Environment

• Qiskit version: 1.2.4
• Python version: 3.10
• Operating system: macOS

What is happening?

The way Operator.power works, it's strongly assuming that the internal matrix is unitary, because it's assuming that it can calculate fractional matrix powers by taking the Schur decomposition taking the matrix power of the Schur form then applying the unitary transformation (ok so far), except it assumes that the matrix power of the Schur form is the power of its diagonal. The Schur form is upper-triangular, but not necessarily diagonal (roughly, I think it's diagonal in the case that the input is a scaled unitary). So our Operator.power code fails for non-unitary operators.

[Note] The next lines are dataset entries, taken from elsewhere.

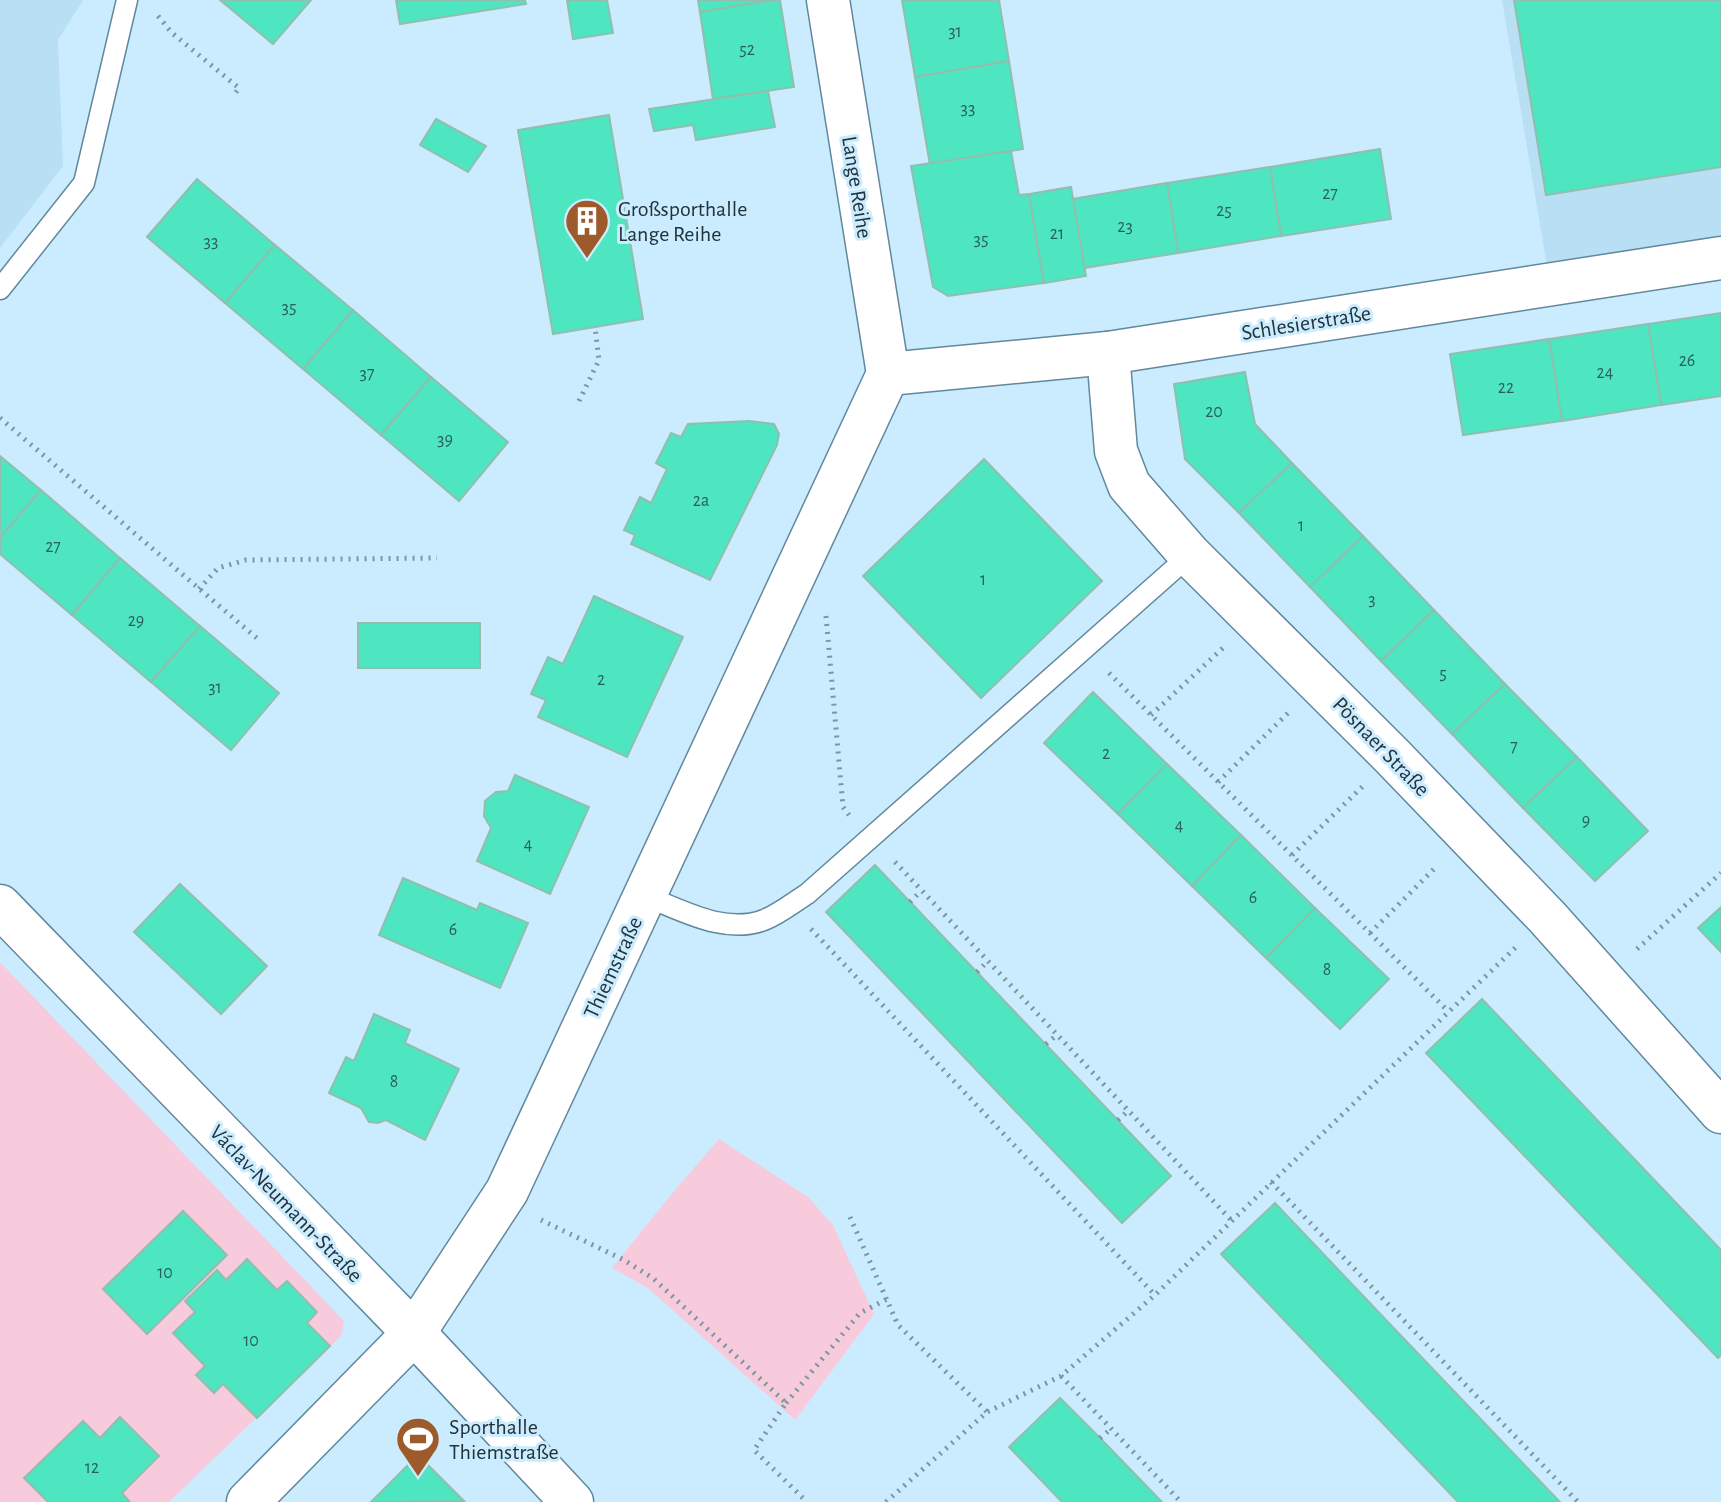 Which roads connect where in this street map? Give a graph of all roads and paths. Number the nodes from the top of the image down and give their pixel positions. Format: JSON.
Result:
{"nodes":[{"id":1,"x":127,"y":0,"type":"edge"},
{"id":2,"x":828,"y":0,"type":"edge"},
{"id":3,"x":172,"y":33,"type":"dead end"},
{"id":4,"x":233,"y":96,"type":"dead end"},
{"id":5,"x":1721,"y":258,"type":"edge"},
{"id":6,"x":0,"y":289,"type":"edge"},
{"id":7,"x":595,"y":327,"type":"dead end"},
{"id":8,"x":1108,"y":353,"type":"junction"},
{"id":9,"x":888,"y":374,"type":"junction"},
{"id":10,"x":579,"y":401,"type":"dead end"},
{"id":11,"x":0,"y":418,"type":"edge"},
{"id":12,"x":1190,"y":555,"type":"junction"},
{"id":13,"x":437,"y":558,"type":"dead end"},
{"id":14,"x":199,"y":589,"type":"junction"},
{"id":15,"x":824,"y":603,"type":"dead end"},
{"id":16,"x":1254,"y":619,"type":"junction"},
{"id":17,"x":259,"y":640,"type":"dead end"},
{"id":18,"x":1066,"y":665,"type":"junction"},
{"id":19,"x":1319,"y":682,"type":"junction"},
{"id":20,"x":1151,"y":715,"type":"junction"},
{"id":21,"x":1393,"y":757,"type":"junction"},
{"id":22,"x":1218,"y":782,"type":"junction"},
{"id":23,"x":1469,"y":835,"type":"junction"},
{"id":24,"x":872,"y":838,"type":"junction"},
{"id":25,"x":1292,"y":855,"type":"junction"},
{"id":26,"x":1721,"y":873,"type":"edge"},
{"id":27,"x":921,"y":891,"type":"junction"},
{"id":28,"x":645,"y":896,"type":"junction"},
{"id":29,"x":910,"y":902,"type":"dead end"},
{"id":30,"x":788,"y":905,"type":"junction"},
{"id":31,"x":0,"y":906,"type":"edge"},
{"id":32,"x":1547,"y":917,"type":"junction"},
{"id":33,"x":1370,"y":933,"type":"junction"},
{"id":34,"x":987,"y":962,"type":"junction"},
{"id":35,"x":977,"y":972,"type":"dead end"},
{"id":36,"x":1603,"y":979,"type":"junction"},
{"id":37,"x":1448,"y":1011,"type":"junction"},
{"id":38,"x":1057,"y":1035,"type":"junction"},
{"id":39,"x":1046,"y":1044,"type":"dead end"},
{"id":40,"x":1129,"y":1110,"type":"junction"},
{"id":41,"x":1721,"y":1112,"type":"edge"},
{"id":42,"x":1118,"y":1120,"type":"dead end"},
{"id":43,"x":1271,"y":1182,"type":"junction"},
{"id":44,"x":501,"y":1201,"type":"junction"},
{"id":45,"x":850,"y":1217,"type":"dead end"},
{"id":46,"x":1231,"y":1220,"type":"junction"},
{"id":47,"x":1155,"y":1295,"type":"junction"},
{"id":48,"x":887,"y":1299,"type":"junction"},
{"id":49,"x":414,"y":1333,"type":"junction"},
{"id":50,"x":1061,"y":1376,"type":"junction"},
{"id":51,"x":786,"y":1403,"type":"junction"},
{"id":52,"x":987,"y":1412,"type":"junction"},
{"id":53,"x":1111,"y":1429,"type":"junction"},
{"id":54,"x":1100,"y":1438,"type":"dead end"},
{"id":55,"x":248,"y":1502,"type":"edge"},
{"id":56,"x":572,"y":1502,"type":"edge"},
{"id":57,"x":807,"y":1502,"type":"edge"},
{"id":58,"x":886,"y":1502,"type":"edge"},
{"id":59,"x":1181,"y":1502,"type":"edge"},
{"id":60,"x":1578,"y":1502,"type":"edge"}],
"edges":[{"from":1,"to":6,"type":"lane"},
{"from":2,"to":9,"type":"street","name":"Lange Reihe"},
{"from":3,"to":4,"type":"path"},
{"from":5,"to":8,"type":"street","name":"Schlesierstraße"},
{"from":7,"to":10,"type":"path"},
{"from":8,"to":9,"type":"street","name":"Schlesierstraße"},
{"from":8,"to":12,"type":"street","name":"Pösnaer Straße"},
{"from":9,"to":28,"type":"street","name":"Thiemstraße"},
{"from":11,"to":14,"type":"path"},
{"from":12,"to":16,"type":"street","name":"Pösnaer Straße"},
{"from":12,"to":18,"type":"lane"},
{"from":13,"to":14,"type":"path"},
{"from":14,"to":17,"type":"path"},
{"from":15,"to":24,"type":"path"},
{"from":16,"to":19,"type":"street","name":"Pösnaer Straße"},
{"from":16,"to":20,"type":"path"},
{"from":18,"to":20,"type":"path"},
{"from":18,"to":24,"type":"lane"},
{"from":19,"to":21,"type":"street","name":"Pösnaer Straße"},
{"from":19,"to":22,"type":"path"},
{"from":20,"to":22,"type":"path"},
{"from":21,"to":23,"type":"street","name":"Pösnaer Straße"},
{"from":21,"to":25,"type":"path"},
{"from":22,"to":25,"type":"path"},
{"from":23,"to":32,"type":"street","name":"Pösnaer Straße"},
{"from":23,"to":33,"type":"path"},
{"from":24,"to":27,"type":"path"},
{"from":24,"to":30,"type":"lane"},
{"from":25,"to":33,"type":"path"},
{"from":26,"to":36,"type":"path"},
{"from":27,"to":29,"type":"path"},
{"from":27,"to":34,"type":"path"},
{"from":28,"to":30,"type":"lane"},
{"from":28,"to":44,"type":"street","name":"Thiemstraße"},
{"from":30,"to":47,"type":"path"},
{"from":31,"to":49,"type":"street","name":"Václav-Neumann-Straße"},
{"from":32,"to":36,"type":"street","name":"Pösnaer Straße"},
{"from":32,"to":37,"type":"path"},
{"from":33,"to":37,"type":"path"},
{"from":34,"to":35,"type":"path"},
{"from":34,"to":38,"type":"path"},
{"from":36,"to":41,"type":"street","name":"Pösnaer Straße"},
{"from":37,"to":43,"type":"path"},
{"from":38,"to":39,"type":"path"},
{"from":38,"to":40,"type":"path"},
{"from":40,"to":42,"type":"path"},
{"from":40,"to":46,"type":"path"},
{"from":43,"to":46,"type":"path"},
{"from":43,"to":60,"type":"path"},
{"from":44,"to":49,"type":"street","name":"Thiemstraße"},
{"from":44,"to":51,"type":"path"},
{"from":45,"to":48,"type":"path"},
{"from":46,"to":47,"type":"path"},
{"from":47,"to":50,"type":"path"},
{"from":48,"to":51,"type":"path"},
{"from":48,"to":52,"type":"path"},
{"from":49,"to":55,"type":"street","name":"Thiemstraße"},
{"from":49,"to":56,"type":"street","name":"Václav-Neumann-Straße"},
{"from":50,"to":52,"type":"path"},
{"from":50,"to":53,"type":"path"},
{"from":51,"to":57,"type":"path"},
{"from":52,"to":58,"type":"path"},
{"from":53,"to":54,"type":"path"},
{"from":53,"to":59,"type":"path"}]}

How can we reproduce the issue?

>>> from qiskit.quantum_info import Operator
>>> import scipy.linalg
>>> # Not unitary.
>>> data = [[1, 1], [0, -1]]
>>> print(Operator(data).power(0.5).data)
[[1.000000e+00+0.j 0.000000e+00+0.j]
 [0.000000e+00+0.j 6.123234e-17+1.j]]
>>> print(scipy.linalg.fractional_matrix_power(data, 0.5)))
[[1.00000000e+00+0.j  5.00000000e-01-0.5j]
 [0.00000000e+00+0.j  4.93096709e-17+1.j ]]

What should happen?

The two should give (approximately) equal results (though see #13305 for branch-cut problems).

Any suggestions?

The ability to do fractional matrix powers of Operator is relatively recent (#11534), and it seems to have pulled the code from Gate.power, which was empowered to make that assumption.

We probably should just use scipy.linalg.fractional_matrix_power for Operator.power, and specialise Gate.power to use a more explicit eigenvector/eigenvalue form, since it's allowed to assume that its input was unitary.